Tuesday, 27 September 2022

Media Department academic celebrates first book

AUTHOR: Dr Trust Matsilele AUTHOR: Dr Trust Matsilele

His life’s journey has taken him from a difficult childhood in Zimbabwe to struggling to make ends meet in South Africa.

But Dr Trust Matsilele overcame the odds to become a respected journalist and successful academic, whose excellent teaching skills were recognised by the Institution earlier this year.

The senior lecturer in the Media Department is now celebrating the next step on his journey – the release of his first book, which comes less than four years into his academic career.

Titled Social Media and Digital Dissidence in Zimbabwe, the book is published by Palgrave Macmillan.

Matsilele, who joined CPUT in 2019, said the topic relates to his PhD studies, adding that he wanted to understand the intersection of social media and digital media as forms of counter hegemonic expression.

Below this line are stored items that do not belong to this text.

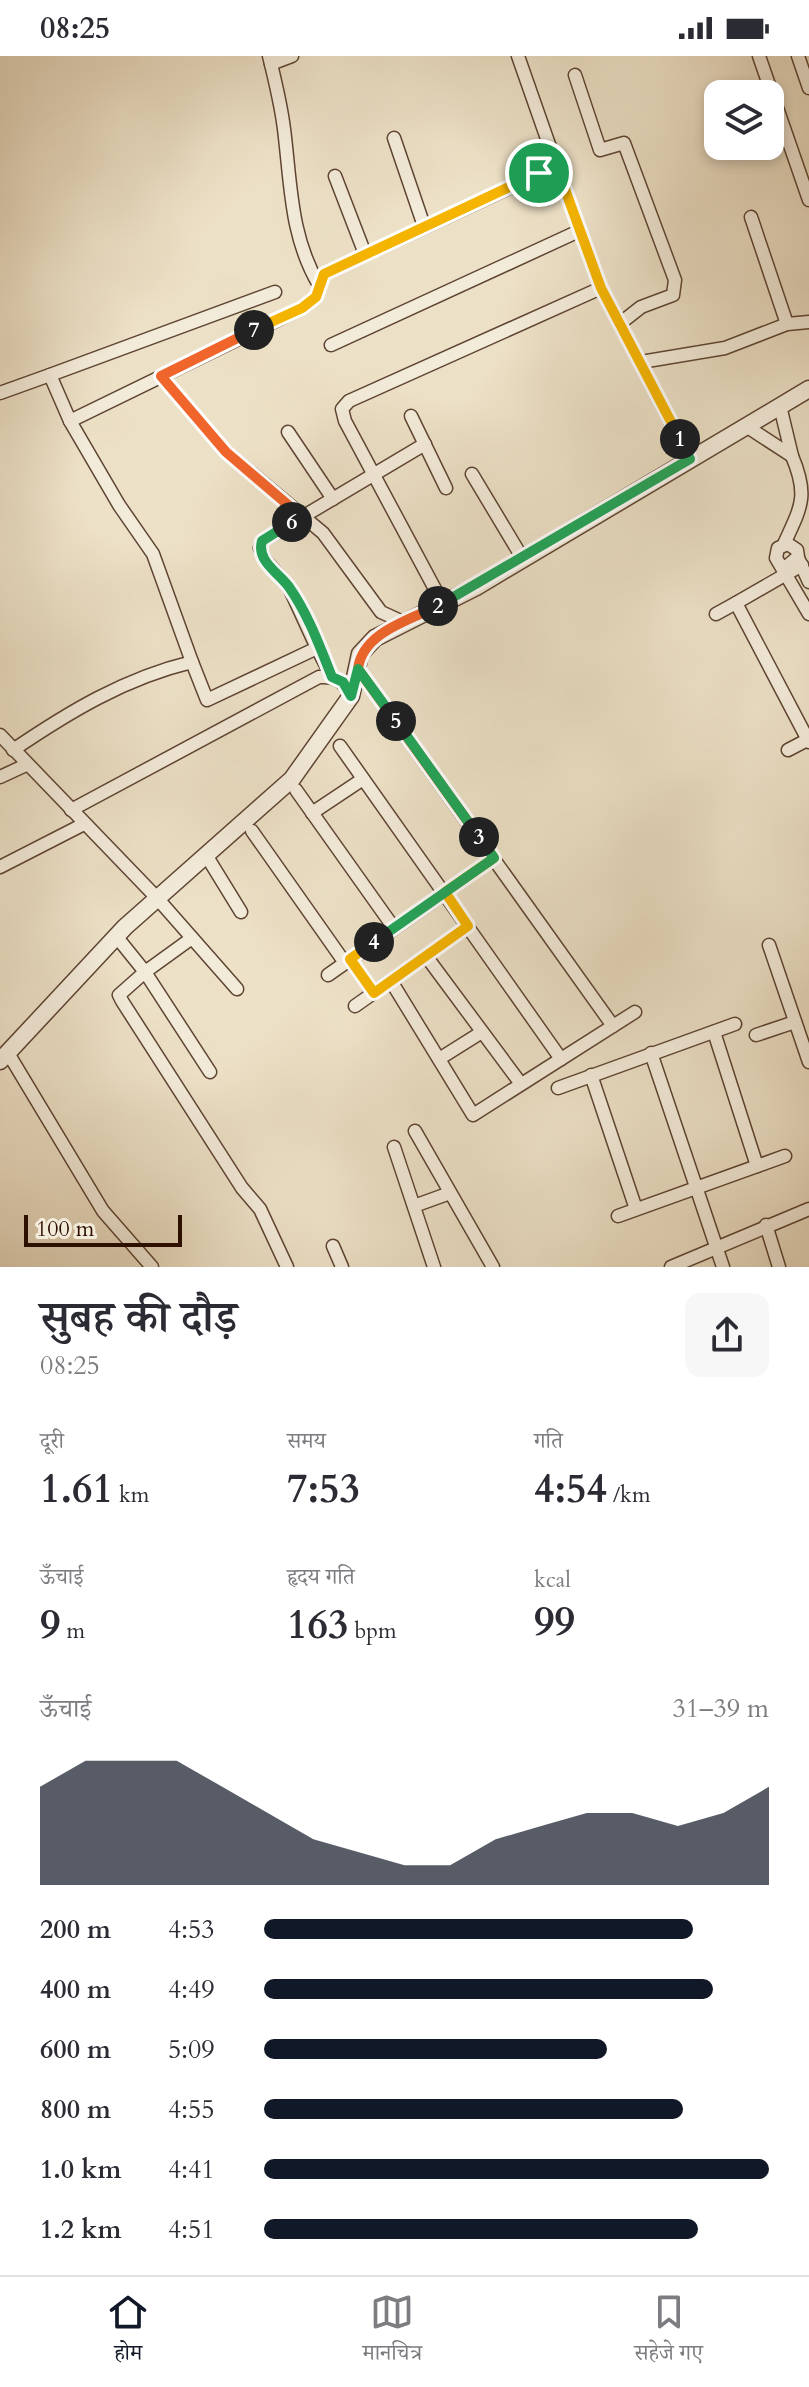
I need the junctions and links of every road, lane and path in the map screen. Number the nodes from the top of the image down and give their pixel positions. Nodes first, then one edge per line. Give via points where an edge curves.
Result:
1 (292, 56) edge
2 (518, 56) edge
3 (759, 56) edge
4 (798, 56) edge
5 (270, 60) edge
6 (575, 75) dead end
7 (809, 88) edge
8 (394, 138) dead end
9 (559, 173) junction
10 (335, 176) dead end
11 (809, 200) edge
12 (751, 217) dead end
13 (424, 226) junction
14 (579, 231) junction
15 (365, 254) junction
16 (319, 285) junction
17 (601, 288) junction
18 (275, 292) dead end
19 (622, 322) junction
20 (809, 322) edge
21 (787, 324) junction
22 (331, 345) dead end
23 (641, 362) junction
24 (50, 375) junction
25 (161, 376) junction
26 (809, 389) edge
27 (0, 393) edge
28 (780, 406) junction
29 (411, 416) dead end
30 (70, 421) junction
31 (746, 426) junction
32 (288, 432) dead end
33 (425, 444) junction
34 (792, 456) junction
35 (690, 459) junction
36 (472, 474) dead end
37 (374, 476) junction
38 (446, 488) dead end
39 (333, 499) junction
40 (301, 516) junction
41 (784, 544) junction
42 (523, 559) junction
43 (800, 561) junction
44 (785, 569) junction
45 (809, 582) edge
46 (736, 603) junction
47 (443, 604) junction
48 (716, 614) dead end
49 (809, 614) edge
50 (405, 623) junction
51 (317, 648) junction
52 (192, 662) junction
53 (358, 669) junction
54 (332, 677) junction
55 (351, 696) junction
56 (0, 735) edge
57 (809, 740) edge
58 (340, 746) dead end
59 (13, 750) junction
60 (788, 750) dead end
61 (26, 765) junction
62 (0, 777) edge
63 (363, 779) junction
64 (296, 790) dead end
65 (71, 810) junction
66 (312, 813) junction
67 (84, 824) junction
68 (252, 831) dead end
69 (206, 855) junction
70 (494, 858) junction
71 (0, 867) edge
72 (445, 892) junction
73 (157, 898) junction
74 (241, 912) dead end
75 (468, 926) junction
76 (394, 928) junction
77 (116, 936) junction
78 (192, 938) junction
79 (769, 945) dead end
80 (426, 956) junction
81 (347, 961) junction
82 (145, 972) junction
83 (328, 975) dead end
84 (391, 981) junction
85 (237, 989) dead end
86 (374, 993) junction
87 (355, 1006) dead end
88 (635, 1012) dead end
89 (795, 1022) junction
90 (735, 1024) dead end
91 (613, 1026) junction
92 (482, 1032) junction
93 (714, 1032) junction
94 (756, 1035) dead end
95 (651, 1053) junction
96 (4, 1057) edge
97 (439, 1059) junction
98 (561, 1059) junction
99 (809, 1062) edge
100 (210, 1072) dead end
101 (591, 1075) junction
102 (521, 1084) junction
103 (558, 1088) dead end
104 (415, 1131) dead end
105 (394, 1147) dead end
106 (785, 1156) dead end
107 (757, 1166) junction
108 (695, 1186) junction
109 (450, 1193) junction
110 (414, 1206) junction
111 (636, 1209) junction
112 (809, 1209) edge
113 (618, 1216) dead end
114 (766, 1225) junction
115 (333, 1246) dead end
116 (716, 1247) junction
117 (152, 1267) edge
118 (287, 1267) edge
119 (342, 1267) edge
120 (434, 1267) edge
121 (493, 1267) edge
122 (671, 1267) edge
123 (723, 1267) edge
124 (779, 1267) edge

1 - 5 street
2 - 9 street
3 - 11 street
4 - 7 street
5 - 16 street via 294,221
6 - 19 street via 600,150 624,143 675,280 673,295 641,307
8 - 13 street
9 - 13 street via 539,173
9 - 14 street
10 - 15 street
12 - 21 street
13 - 15 street
14 - 17 street
14 - 22 street
15 - 16 street via 324,274
16 - 25 street via 316,297 302,308
17 - 19 street
17 - 37 street via 349,401 342,409 345,421
18 - 24 street
19 - 23 street
20 - 21 street
21 - 23 street via 725,348
23 - 35 street
24 - 27 street
24 - 30 street
25 - 30 street
25 - 40 street via 226,452
26 - 28 street
28 - 31 street
28 - 34 street
29 - 33 street
30 - 52 street via 153,554
31 - 34 street
31 - 35 street
32 - 39 street
33 - 37 street
33 - 38 street
34 - 41 street via 805,489 803,507
35 - 42 street
36 - 42 street
37 - 39 street
37 - 47 street
39 - 40 street
40 - 50 street via 323,533 381,612
40 - 51 street via 270,535 260,548 303,610
41 - 43 street via 795,547
41 - 44 street via 775,555
42 - 47 street
43 - 44 street
43 - 45 street
44 - 46 street
44 - 49 street
46 - 48 street
46 - 57 street
47 - 50 street
50 - 53 street via 375,638 360,654
51 - 52 street via 207,700
51 - 54 street
52 - 59 street via 105,692
53 - 55 street
53 - 70 street
54 - 55 street via 343,682
54 - 65 street via 319,677 277,697
55 - 69 street via 292,779
56 - 59 street
57 - 60 street
58 - 63 street
59 - 61 street
61 - 62 street
61 - 65 street
63 - 66 street
63 - 72 street
64 - 66 street
65 - 67 street
66 - 76 street
67 - 71 street
67 - 73 street
68 - 81 street
69 - 73 street
69 - 74 street
70 - 72 street
70 - 91 street
72 - 75 street
72 - 76 street
73 - 77 street
73 - 78 street
75 - 80 street
75 - 98 street
76 - 81 street
77 - 82 street
77 - 96 street
78 - 82 street
78 - 85 street
79 - 89 street
80 - 84 street
80 - 92 street
81 - 83 street
81 - 86 street
82 - 100 street
82 - 118 street via 119,995 260,1209
84 - 86 street
84 - 97 street
86 - 87 street
88 - 91 street
89 - 94 street
89 - 99 street
90 - 93 street
91 - 98 street
92 - 97 street
92 - 102 street
93 - 95 street
93 - 107 street
95 - 101 street
95 - 108 street
96 - 117 street via 103,1211
97 - 102 street via 473,1115
98 - 102 street
101 - 103 street
101 - 111 street
104 - 109 street
105 - 110 street
106 - 107 street
107 - 108 street
108 - 111 street
108 - 116 street
109 - 110 street
109 - 121 street
110 - 120 street
111 - 113 street
112 - 114 street
114 - 116 street
114 - 124 street
115 - 119 street
116 - 122 street
116 - 123 street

“In most dictatorships in Africa citizens have resorted to using social media to counter state propaganda. My interest was really to see to what extent this was applied in Zimbabwe, in part because Zimbabwe remains a dictatorship. Some scholars locate it as a hybrid model which has some semblance of democracy as well as some semblance of dictatorship, so I was trying to understand how Zimbabweans were using social media to contest hegemonic narratives or to contest state narratives or state propaganda.”

He continued: “At the very core of the study was trying to understand how, historically, citizens have spoken back to power”.

Matsilele said that the literature that followed the Arab Spring tended to glorify social media as a revolutionary or revolutionising tool.

He was interested in understanding if this was indeed the case.

“After understanding that, I wanted to trace in African people’s lives their modes of expression protesting a domestic power. What I was trying to say was that African people have always protested and these are the ways that they’ve protested before social media. I’ve used African folklore as a point of departure, African proverbs, African idioms, African songs. I would trace the forms of protest that we are seeing in African people’s lives – how do they express themselves in today’s world or today’s social media sphere.”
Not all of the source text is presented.